■ EXERCISE DATA ■
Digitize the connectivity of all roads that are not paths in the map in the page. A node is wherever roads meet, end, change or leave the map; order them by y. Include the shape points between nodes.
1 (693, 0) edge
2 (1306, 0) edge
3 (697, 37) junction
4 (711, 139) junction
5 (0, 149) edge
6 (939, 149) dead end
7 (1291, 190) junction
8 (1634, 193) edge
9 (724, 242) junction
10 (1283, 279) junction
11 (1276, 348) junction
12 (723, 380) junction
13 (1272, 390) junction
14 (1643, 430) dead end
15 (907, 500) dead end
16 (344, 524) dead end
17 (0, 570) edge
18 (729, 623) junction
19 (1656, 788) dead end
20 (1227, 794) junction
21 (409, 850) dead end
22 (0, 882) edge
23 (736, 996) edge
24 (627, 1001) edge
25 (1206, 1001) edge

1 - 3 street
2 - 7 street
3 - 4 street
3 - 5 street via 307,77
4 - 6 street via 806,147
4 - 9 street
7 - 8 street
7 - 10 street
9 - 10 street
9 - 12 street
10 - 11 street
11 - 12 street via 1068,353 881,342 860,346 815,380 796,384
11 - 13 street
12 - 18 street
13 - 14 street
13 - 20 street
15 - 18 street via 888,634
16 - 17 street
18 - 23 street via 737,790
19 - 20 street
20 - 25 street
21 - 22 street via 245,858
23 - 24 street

■ WORK REQUEST ■
Copy out each entry once more, character for character.

■ EXPECTED ANSWER ■
Digitize the connectivity of all roads that are not paths in the map in the page. A node is wherever roads meet, end, change or leave the map; order them by y. Include the shape points between nodes.
1 (693, 0) edge
2 (1306, 0) edge
3 (697, 37) junction
4 (711, 139) junction
5 (0, 149) edge
6 (939, 149) dead end
7 (1291, 190) junction
8 (1634, 193) edge
9 (724, 242) junction
10 (1283, 279) junction
11 (1276, 348) junction
12 (723, 380) junction
13 (1272, 390) junction
14 (1643, 430) dead end
15 (907, 500) dead end
16 (344, 524) dead end
17 (0, 570) edge
18 (729, 623) junction
19 (1656, 788) dead end
20 (1227, 794) junction
21 (409, 850) dead end
22 (0, 882) edge
23 (736, 996) edge
24 (627, 1001) edge
25 (1206, 1001) edge

1 - 3 street
2 - 7 street
3 - 4 street
3 - 5 street via 307,77
4 - 6 street via 806,147
4 - 9 street
7 - 8 street
7 - 10 street
9 - 10 street
9 - 12 street
10 - 11 street
11 - 12 street via 1068,353 881,342 860,346 815,380 796,384
11 - 13 street
12 - 18 street
13 - 14 street
13 - 20 street
15 - 18 street via 888,634
16 - 17 street
18 - 23 street via 737,790
19 - 20 street
20 - 25 street
21 - 22 street via 245,858
23 - 24 street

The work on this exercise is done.